:: INFORMATION SUPPLIED ::

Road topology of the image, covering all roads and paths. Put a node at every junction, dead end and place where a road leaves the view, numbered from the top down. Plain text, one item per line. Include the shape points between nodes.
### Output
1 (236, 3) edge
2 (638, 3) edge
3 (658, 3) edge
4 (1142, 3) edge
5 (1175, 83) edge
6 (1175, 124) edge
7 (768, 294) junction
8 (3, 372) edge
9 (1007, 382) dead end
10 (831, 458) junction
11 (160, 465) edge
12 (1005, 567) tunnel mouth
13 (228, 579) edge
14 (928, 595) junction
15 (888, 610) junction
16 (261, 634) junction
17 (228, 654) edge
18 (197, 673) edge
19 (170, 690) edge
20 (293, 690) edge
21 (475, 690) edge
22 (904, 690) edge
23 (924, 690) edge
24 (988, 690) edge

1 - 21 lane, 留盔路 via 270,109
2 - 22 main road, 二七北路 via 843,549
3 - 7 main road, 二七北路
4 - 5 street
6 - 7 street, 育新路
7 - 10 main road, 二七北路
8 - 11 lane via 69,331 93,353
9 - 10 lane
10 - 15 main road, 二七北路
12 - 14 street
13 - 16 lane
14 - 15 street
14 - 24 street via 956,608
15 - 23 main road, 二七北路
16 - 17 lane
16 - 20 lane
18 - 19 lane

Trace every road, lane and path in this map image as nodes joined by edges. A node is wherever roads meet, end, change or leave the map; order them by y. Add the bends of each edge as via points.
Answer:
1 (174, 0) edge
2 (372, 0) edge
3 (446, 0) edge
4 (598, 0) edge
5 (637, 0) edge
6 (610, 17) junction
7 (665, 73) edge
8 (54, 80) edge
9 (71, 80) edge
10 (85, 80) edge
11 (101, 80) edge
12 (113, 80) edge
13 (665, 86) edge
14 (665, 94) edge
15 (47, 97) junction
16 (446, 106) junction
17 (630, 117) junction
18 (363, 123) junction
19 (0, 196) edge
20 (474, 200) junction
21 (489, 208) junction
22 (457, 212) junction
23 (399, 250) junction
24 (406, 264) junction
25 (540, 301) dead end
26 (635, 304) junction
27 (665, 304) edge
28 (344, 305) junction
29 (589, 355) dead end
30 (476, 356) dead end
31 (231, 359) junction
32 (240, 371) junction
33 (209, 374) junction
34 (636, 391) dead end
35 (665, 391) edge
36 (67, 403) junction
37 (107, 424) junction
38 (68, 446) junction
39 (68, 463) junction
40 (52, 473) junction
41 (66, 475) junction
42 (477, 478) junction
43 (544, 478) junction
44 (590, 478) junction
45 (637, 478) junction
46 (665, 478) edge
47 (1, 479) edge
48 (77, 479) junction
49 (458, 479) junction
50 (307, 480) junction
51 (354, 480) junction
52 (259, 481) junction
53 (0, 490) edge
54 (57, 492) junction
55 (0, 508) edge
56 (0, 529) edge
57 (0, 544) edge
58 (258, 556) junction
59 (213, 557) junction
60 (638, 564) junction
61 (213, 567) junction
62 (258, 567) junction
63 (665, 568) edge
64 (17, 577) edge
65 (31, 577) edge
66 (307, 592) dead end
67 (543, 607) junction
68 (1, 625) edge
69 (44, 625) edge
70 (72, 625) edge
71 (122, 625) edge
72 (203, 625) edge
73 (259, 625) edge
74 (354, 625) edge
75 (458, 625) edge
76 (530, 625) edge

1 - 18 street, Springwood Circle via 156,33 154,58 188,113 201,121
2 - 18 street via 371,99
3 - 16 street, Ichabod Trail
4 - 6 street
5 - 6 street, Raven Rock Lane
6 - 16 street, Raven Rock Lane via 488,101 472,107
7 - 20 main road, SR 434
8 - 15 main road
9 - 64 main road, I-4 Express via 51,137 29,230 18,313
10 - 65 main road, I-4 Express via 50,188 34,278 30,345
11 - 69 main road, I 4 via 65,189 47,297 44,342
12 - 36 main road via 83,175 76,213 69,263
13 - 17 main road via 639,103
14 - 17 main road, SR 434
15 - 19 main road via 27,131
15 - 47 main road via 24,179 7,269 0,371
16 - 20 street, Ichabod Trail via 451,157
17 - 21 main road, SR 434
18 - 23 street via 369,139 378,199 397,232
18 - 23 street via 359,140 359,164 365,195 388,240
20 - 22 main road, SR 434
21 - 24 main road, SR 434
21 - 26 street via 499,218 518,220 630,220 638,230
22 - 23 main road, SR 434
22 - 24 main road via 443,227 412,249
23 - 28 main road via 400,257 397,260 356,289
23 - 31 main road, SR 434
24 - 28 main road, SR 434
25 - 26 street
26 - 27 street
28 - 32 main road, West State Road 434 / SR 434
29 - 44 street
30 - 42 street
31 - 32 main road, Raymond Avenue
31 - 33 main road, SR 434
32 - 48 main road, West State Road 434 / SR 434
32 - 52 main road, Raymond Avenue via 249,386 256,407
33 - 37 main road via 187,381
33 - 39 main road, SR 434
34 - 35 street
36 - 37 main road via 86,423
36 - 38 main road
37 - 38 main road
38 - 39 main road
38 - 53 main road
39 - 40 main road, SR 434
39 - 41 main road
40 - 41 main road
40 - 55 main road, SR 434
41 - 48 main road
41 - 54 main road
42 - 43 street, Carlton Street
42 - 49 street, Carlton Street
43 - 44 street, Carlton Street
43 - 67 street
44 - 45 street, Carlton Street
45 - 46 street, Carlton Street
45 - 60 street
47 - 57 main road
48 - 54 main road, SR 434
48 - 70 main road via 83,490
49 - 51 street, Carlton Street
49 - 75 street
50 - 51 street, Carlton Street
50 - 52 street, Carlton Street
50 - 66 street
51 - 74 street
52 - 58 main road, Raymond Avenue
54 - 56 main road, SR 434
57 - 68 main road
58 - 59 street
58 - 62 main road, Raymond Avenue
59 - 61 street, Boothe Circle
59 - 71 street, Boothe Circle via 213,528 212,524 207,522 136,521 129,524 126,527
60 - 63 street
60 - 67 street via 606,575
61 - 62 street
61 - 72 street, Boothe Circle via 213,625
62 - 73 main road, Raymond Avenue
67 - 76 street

:: WHAT YOU NEED TO DO ::
The records above should be set down again word for word.

:: WRITTEN ANSWER ::
Road topology of the image, covering all roads and paths. Put a node at every junction, dead end and place where a road leaves the view, numbered from the top down. Plain text, one item per line. Include the shape points between nodes.
### Output
1 (236, 3) edge
2 (638, 3) edge
3 (658, 3) edge
4 (1142, 3) edge
5 (1175, 83) edge
6 (1175, 124) edge
7 (768, 294) junction
8 (3, 372) edge
9 (1007, 382) dead end
10 (831, 458) junction
11 (160, 465) edge
12 (1005, 567) tunnel mouth
13 (228, 579) edge
14 (928, 595) junction
15 (888, 610) junction
16 (261, 634) junction
17 (228, 654) edge
18 (197, 673) edge
19 (170, 690) edge
20 (293, 690) edge
21 (475, 690) edge
22 (904, 690) edge
23 (924, 690) edge
24 (988, 690) edge

1 - 21 lane, 留盔路 via 270,109
2 - 22 main road, 二七北路 via 843,549
3 - 7 main road, 二七北路
4 - 5 street
6 - 7 street, 育新路
7 - 10 main road, 二七北路
8 - 11 lane via 69,331 93,353
9 - 10 lane
10 - 15 main road, 二七北路
12 - 14 street
13 - 16 lane
14 - 15 street
14 - 24 street via 956,608
15 - 23 main road, 二七北路
16 - 17 lane
16 - 20 lane
18 - 19 lane

Trace every road, lane and path in this map image as nodes joined by edges. A node is wherever roads meet, end, change or leave the map; order them by y. Add the bends of each edge as via points.
Answer:
1 (174, 0) edge
2 (372, 0) edge
3 (446, 0) edge
4 (598, 0) edge
5 (637, 0) edge
6 (610, 17) junction
7 (665, 73) edge
8 (54, 80) edge
9 (71, 80) edge
10 (85, 80) edge
11 (101, 80) edge
12 (113, 80) edge
13 (665, 86) edge
14 (665, 94) edge
15 (47, 97) junction
16 (446, 106) junction
17 (630, 117) junction
18 (363, 123) junction
19 (0, 196) edge
20 (474, 200) junction
21 (489, 208) junction
22 (457, 212) junction
23 (399, 250) junction
24 (406, 264) junction
25 (540, 301) dead end
26 (635, 304) junction
27 (665, 304) edge
28 (344, 305) junction
29 (589, 355) dead end
30 (476, 356) dead end
31 (231, 359) junction
32 (240, 371) junction
33 (209, 374) junction
34 (636, 391) dead end
35 (665, 391) edge
36 (67, 403) junction
37 (107, 424) junction
38 (68, 446) junction
39 (68, 463) junction
40 (52, 473) junction
41 (66, 475) junction
42 (477, 478) junction
43 (544, 478) junction
44 (590, 478) junction
45 (637, 478) junction
46 (665, 478) edge
47 (1, 479) edge
48 (77, 479) junction
49 (458, 479) junction
50 (307, 480) junction
51 (354, 480) junction
52 (259, 481) junction
53 (0, 490) edge
54 (57, 492) junction
55 (0, 508) edge
56 (0, 529) edge
57 (0, 544) edge
58 (258, 556) junction
59 (213, 557) junction
60 (638, 564) junction
61 (213, 567) junction
62 (258, 567) junction
63 (665, 568) edge
64 (17, 577) edge
65 (31, 577) edge
66 (307, 592) dead end
67 (543, 607) junction
68 (1, 625) edge
69 (44, 625) edge
70 (72, 625) edge
71 (122, 625) edge
72 (203, 625) edge
73 (259, 625) edge
74 (354, 625) edge
75 (458, 625) edge
76 (530, 625) edge

1 - 18 street, Springwood Circle via 156,33 154,58 188,113 201,121
2 - 18 street via 371,99
3 - 16 street, Ichabod Trail
4 - 6 street
5 - 6 street, Raven Rock Lane
6 - 16 street, Raven Rock Lane via 488,101 472,107
7 - 20 main road, SR 434
8 - 15 main road
9 - 64 main road, I-4 Express via 51,137 29,230 18,313
10 - 65 main road, I-4 Express via 50,188 34,278 30,345
11 - 69 main road, I 4 via 65,189 47,297 44,342
12 - 36 main road via 83,175 76,213 69,263
13 - 17 main road via 639,103
14 - 17 main road, SR 434
15 - 19 main road via 27,131
15 - 47 main road via 24,179 7,269 0,371
16 - 20 street, Ichabod Trail via 451,157
17 - 21 main road, SR 434
18 - 23 street via 369,139 378,199 397,232
18 - 23 street via 359,140 359,164 365,195 388,240
20 - 22 main road, SR 434
21 - 24 main road, SR 434
21 - 26 street via 499,218 518,220 630,220 638,230
22 - 23 main road, SR 434
22 - 24 main road via 443,227 412,249
23 - 28 main road via 400,257 397,260 356,289
23 - 31 main road, SR 434
24 - 28 main road, SR 434
25 - 26 street
26 - 27 street
28 - 32 main road, West State Road 434 / SR 434
29 - 44 street
30 - 42 street
31 - 32 main road, Raymond Avenue
31 - 33 main road, SR 434
32 - 48 main road, West State Road 434 / SR 434
32 - 52 main road, Raymond Avenue via 249,386 256,407
33 - 37 main road via 187,381
33 - 39 main road, SR 434
34 - 35 street
36 - 37 main road via 86,423
36 - 38 main road
37 - 38 main road
38 - 39 main road
38 - 53 main road
39 - 40 main road, SR 434
39 - 41 main road
40 - 41 main road
40 - 55 main road, SR 434
41 - 48 main road
41 - 54 main road
42 - 43 street, Carlton Street
42 - 49 street, Carlton Street
43 - 44 street, Carlton Street
43 - 67 street
44 - 45 street, Carlton Street
45 - 46 street, Carlton Street
45 - 60 street
47 - 57 main road
48 - 54 main road, SR 434
48 - 70 main road via 83,490
49 - 51 street, Carlton Street
49 - 75 street
50 - 51 street, Carlton Street
50 - 52 street, Carlton Street
50 - 66 street
51 - 74 street
52 - 58 main road, Raymond Avenue
54 - 56 main road, SR 434
57 - 68 main road
58 - 59 street
58 - 62 main road, Raymond Avenue
59 - 61 street, Boothe Circle
59 - 71 street, Boothe Circle via 213,528 212,524 207,522 136,521 129,524 126,527
60 - 63 street
60 - 67 street via 606,575
61 - 62 street
61 - 72 street, Boothe Circle via 213,625
62 - 73 main road, Raymond Avenue
67 - 76 street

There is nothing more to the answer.